[Input for this task]
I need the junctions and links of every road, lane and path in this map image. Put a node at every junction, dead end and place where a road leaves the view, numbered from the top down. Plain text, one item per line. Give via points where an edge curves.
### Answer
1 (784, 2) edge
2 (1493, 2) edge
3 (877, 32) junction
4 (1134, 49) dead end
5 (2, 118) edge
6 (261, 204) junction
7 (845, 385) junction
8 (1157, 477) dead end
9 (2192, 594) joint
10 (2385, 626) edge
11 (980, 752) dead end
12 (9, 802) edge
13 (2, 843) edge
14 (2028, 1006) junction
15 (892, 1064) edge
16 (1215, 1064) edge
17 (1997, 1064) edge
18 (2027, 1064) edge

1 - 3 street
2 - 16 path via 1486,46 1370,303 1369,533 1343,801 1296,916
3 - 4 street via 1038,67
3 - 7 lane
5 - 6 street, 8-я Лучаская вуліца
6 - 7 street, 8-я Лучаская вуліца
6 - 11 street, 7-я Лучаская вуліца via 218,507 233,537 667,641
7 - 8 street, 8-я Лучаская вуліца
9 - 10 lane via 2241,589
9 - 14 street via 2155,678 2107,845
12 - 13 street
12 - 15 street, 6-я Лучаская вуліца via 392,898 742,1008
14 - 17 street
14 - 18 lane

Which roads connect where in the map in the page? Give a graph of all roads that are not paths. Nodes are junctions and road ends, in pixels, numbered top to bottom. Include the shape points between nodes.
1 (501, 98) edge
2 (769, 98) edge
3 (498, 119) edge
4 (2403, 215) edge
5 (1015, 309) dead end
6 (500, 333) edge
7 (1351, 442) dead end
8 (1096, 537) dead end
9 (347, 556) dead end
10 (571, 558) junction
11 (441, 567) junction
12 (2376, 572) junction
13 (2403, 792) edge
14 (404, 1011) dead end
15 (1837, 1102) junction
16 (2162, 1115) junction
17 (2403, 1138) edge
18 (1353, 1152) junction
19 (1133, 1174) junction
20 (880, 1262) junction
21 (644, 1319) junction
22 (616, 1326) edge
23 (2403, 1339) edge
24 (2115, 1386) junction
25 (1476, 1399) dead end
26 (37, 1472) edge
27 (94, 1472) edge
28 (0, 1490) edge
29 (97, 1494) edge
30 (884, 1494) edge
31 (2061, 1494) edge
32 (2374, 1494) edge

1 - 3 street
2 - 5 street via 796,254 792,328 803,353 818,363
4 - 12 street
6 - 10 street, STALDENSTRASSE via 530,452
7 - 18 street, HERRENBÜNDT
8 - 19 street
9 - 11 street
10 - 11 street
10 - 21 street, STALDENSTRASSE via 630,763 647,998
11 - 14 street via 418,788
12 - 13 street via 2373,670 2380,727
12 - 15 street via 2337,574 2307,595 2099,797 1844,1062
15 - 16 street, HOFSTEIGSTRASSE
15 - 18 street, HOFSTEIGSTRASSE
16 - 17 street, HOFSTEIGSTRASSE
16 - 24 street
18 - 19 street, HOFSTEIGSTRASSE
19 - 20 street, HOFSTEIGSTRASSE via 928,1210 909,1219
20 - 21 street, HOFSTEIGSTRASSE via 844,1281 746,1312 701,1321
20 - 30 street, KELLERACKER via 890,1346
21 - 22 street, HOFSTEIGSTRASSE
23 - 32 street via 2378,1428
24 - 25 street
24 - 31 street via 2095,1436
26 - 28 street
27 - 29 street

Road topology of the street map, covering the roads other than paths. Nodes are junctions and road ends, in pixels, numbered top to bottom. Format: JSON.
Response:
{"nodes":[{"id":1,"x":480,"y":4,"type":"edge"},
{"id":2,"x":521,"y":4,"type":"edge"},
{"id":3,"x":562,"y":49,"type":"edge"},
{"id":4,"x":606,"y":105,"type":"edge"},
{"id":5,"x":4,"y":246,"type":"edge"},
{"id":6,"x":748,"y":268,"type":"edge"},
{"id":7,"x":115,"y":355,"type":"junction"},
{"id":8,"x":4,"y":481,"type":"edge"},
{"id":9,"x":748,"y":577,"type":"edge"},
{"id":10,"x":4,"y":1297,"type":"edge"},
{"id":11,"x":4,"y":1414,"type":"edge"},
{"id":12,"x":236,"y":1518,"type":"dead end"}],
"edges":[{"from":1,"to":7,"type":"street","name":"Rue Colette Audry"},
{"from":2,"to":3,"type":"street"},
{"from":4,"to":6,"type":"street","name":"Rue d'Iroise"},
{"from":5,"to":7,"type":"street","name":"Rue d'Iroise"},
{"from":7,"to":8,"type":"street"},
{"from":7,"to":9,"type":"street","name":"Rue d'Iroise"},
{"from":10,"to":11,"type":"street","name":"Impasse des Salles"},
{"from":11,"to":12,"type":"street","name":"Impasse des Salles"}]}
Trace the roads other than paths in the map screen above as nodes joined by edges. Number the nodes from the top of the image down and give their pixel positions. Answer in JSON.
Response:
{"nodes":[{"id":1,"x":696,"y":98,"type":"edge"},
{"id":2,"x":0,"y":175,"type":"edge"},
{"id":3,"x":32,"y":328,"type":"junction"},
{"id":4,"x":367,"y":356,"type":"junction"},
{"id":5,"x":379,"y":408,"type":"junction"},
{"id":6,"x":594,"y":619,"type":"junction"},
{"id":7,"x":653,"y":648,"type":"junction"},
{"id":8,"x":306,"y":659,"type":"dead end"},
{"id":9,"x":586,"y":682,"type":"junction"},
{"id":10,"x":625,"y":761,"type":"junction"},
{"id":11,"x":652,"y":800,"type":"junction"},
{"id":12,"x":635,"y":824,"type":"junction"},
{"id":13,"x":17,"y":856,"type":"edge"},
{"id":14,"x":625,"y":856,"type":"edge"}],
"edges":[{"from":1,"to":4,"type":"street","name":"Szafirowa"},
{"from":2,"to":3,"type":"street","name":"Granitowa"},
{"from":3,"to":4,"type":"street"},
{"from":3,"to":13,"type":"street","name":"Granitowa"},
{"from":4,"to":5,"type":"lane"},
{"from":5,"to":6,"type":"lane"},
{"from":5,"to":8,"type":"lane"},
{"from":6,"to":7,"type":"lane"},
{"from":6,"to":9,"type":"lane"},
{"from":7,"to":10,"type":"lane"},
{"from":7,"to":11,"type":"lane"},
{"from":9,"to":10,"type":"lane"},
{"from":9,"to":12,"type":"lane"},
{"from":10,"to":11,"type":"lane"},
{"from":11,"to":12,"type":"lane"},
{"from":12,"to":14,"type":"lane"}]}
[/Input for this task]
What to produce: Nothing in the data may be left out. Copy all of it exactly.

Answer to this task:
I need the junctions and links of every road, lane and path in this map image. Put a node at every junction, dead end and place where a road leaves the view, numbered from the top down. Plain text, one item per line. Give via points where an edge curves.
### Answer
1 (784, 2) edge
2 (1493, 2) edge
3 (877, 32) junction
4 (1134, 49) dead end
5 (2, 118) edge
6 (261, 204) junction
7 (845, 385) junction
8 (1157, 477) dead end
9 (2192, 594) joint
10 (2385, 626) edge
11 (980, 752) dead end
12 (9, 802) edge
13 (2, 843) edge
14 (2028, 1006) junction
15 (892, 1064) edge
16 (1215, 1064) edge
17 (1997, 1064) edge
18 (2027, 1064) edge

1 - 3 street
2 - 16 path via 1486,46 1370,303 1369,533 1343,801 1296,916
3 - 4 street via 1038,67
3 - 7 lane
5 - 6 street, 8-я Лучаская вуліца
6 - 7 street, 8-я Лучаская вуліца
6 - 11 street, 7-я Лучаская вуліца via 218,507 233,537 667,641
7 - 8 street, 8-я Лучаская вуліца
9 - 10 lane via 2241,589
9 - 14 street via 2155,678 2107,845
12 - 13 street
12 - 15 street, 6-я Лучаская вуліца via 392,898 742,1008
14 - 17 street
14 - 18 lane

Which roads connect where in the map in the page? Give a graph of all roads that are not paths. Nodes are junctions and road ends, in pixels, numbered top to bottom. Include the shape points between nodes.
1 (501, 98) edge
2 (769, 98) edge
3 (498, 119) edge
4 (2403, 215) edge
5 (1015, 309) dead end
6 (500, 333) edge
7 (1351, 442) dead end
8 (1096, 537) dead end
9 (347, 556) dead end
10 (571, 558) junction
11 (441, 567) junction
12 (2376, 572) junction
13 (2403, 792) edge
14 (404, 1011) dead end
15 (1837, 1102) junction
16 (2162, 1115) junction
17 (2403, 1138) edge
18 (1353, 1152) junction
19 (1133, 1174) junction
20 (880, 1262) junction
21 (644, 1319) junction
22 (616, 1326) edge
23 (2403, 1339) edge
24 (2115, 1386) junction
25 (1476, 1399) dead end
26 (37, 1472) edge
27 (94, 1472) edge
28 (0, 1490) edge
29 (97, 1494) edge
30 (884, 1494) edge
31 (2061, 1494) edge
32 (2374, 1494) edge

1 - 3 street
2 - 5 street via 796,254 792,328 803,353 818,363
4 - 12 street
6 - 10 street, STALDENSTRASSE via 530,452
7 - 18 street, HERRENBÜNDT
8 - 19 street
9 - 11 street
10 - 11 street
10 - 21 street, STALDENSTRASSE via 630,763 647,998
11 - 14 street via 418,788
12 - 13 street via 2373,670 2380,727
12 - 15 street via 2337,574 2307,595 2099,797 1844,1062
15 - 16 street, HOFSTEIGSTRASSE
15 - 18 street, HOFSTEIGSTRASSE
16 - 17 street, HOFSTEIGSTRASSE
16 - 24 street
18 - 19 street, HOFSTEIGSTRASSE
19 - 20 street, HOFSTEIGSTRASSE via 928,1210 909,1219
20 - 21 street, HOFSTEIGSTRASSE via 844,1281 746,1312 701,1321
20 - 30 street, KELLERACKER via 890,1346
21 - 22 street, HOFSTEIGSTRASSE
23 - 32 street via 2378,1428
24 - 25 street
24 - 31 street via 2095,1436
26 - 28 street
27 - 29 street

Road topology of the street map, covering the roads other than paths. Nodes are junctions and road ends, in pixels, numbered top to bottom. Format: JSON.
Response:
{"nodes":[{"id":1,"x":480,"y":4,"type":"edge"},
{"id":2,"x":521,"y":4,"type":"edge"},
{"id":3,"x":562,"y":49,"type":"edge"},
{"id":4,"x":606,"y":105,"type":"edge"},
{"id":5,"x":4,"y":246,"type":"edge"},
{"id":6,"x":748,"y":268,"type":"edge"},
{"id":7,"x":115,"y":355,"type":"junction"},
{"id":8,"x":4,"y":481,"type":"edge"},
{"id":9,"x":748,"y":577,"type":"edge"},
{"id":10,"x":4,"y":1297,"type":"edge"},
{"id":11,"x":4,"y":1414,"type":"edge"},
{"id":12,"x":236,"y":1518,"type":"dead end"}],
"edges":[{"from":1,"to":7,"type":"street","name":"Rue Colette Audry"},
{"from":2,"to":3,"type":"street"},
{"from":4,"to":6,"type":"street","name":"Rue d'Iroise"},
{"from":5,"to":7,"type":"street","name":"Rue d'Iroise"},
{"from":7,"to":8,"type":"street"},
{"from":7,"to":9,"type":"street","name":"Rue d'Iroise"},
{"from":10,"to":11,"type":"street","name":"Impasse des Salles"},
{"from":11,"to":12,"type":"street","name":"Impasse des Salles"}]}
Trace the roads other than paths in the map screen above as nodes joined by edges. Number the nodes from the top of the image down and give their pixel positions. Answer in JSON.
Response:
{"nodes":[{"id":1,"x":696,"y":98,"type":"edge"},
{"id":2,"x":0,"y":175,"type":"edge"},
{"id":3,"x":32,"y":328,"type":"junction"},
{"id":4,"x":367,"y":356,"type":"junction"},
{"id":5,"x":379,"y":408,"type":"junction"},
{"id":6,"x":594,"y":619,"type":"junction"},
{"id":7,"x":653,"y":648,"type":"junction"},
{"id":8,"x":306,"y":659,"type":"dead end"},
{"id":9,"x":586,"y":682,"type":"junction"},
{"id":10,"x":625,"y":761,"type":"junction"},
{"id":11,"x":652,"y":800,"type":"junction"},
{"id":12,"x":635,"y":824,"type":"junction"},
{"id":13,"x":17,"y":856,"type":"edge"},
{"id":14,"x":625,"y":856,"type":"edge"}],
"edges":[{"from":1,"to":4,"type":"street","name":"Szafirowa"},
{"from":2,"to":3,"type":"street","name":"Granitowa"},
{"from":3,"to":4,"type":"street"},
{"from":3,"to":13,"type":"street","name":"Granitowa"},
{"from":4,"to":5,"type":"lane"},
{"from":5,"to":6,"type":"lane"},
{"from":5,"to":8,"type":"lane"},
{"from":6,"to":7,"type":"lane"},
{"from":6,"to":9,"type":"lane"},
{"from":7,"to":10,"type":"lane"},
{"from":7,"to":11,"type":"lane"},
{"from":9,"to":10,"type":"lane"},
{"from":9,"to":12,"type":"lane"},
{"from":10,"to":11,"type":"lane"},
{"from":11,"to":12,"type":"lane"},
{"from":12,"to":14,"type":"lane"}]}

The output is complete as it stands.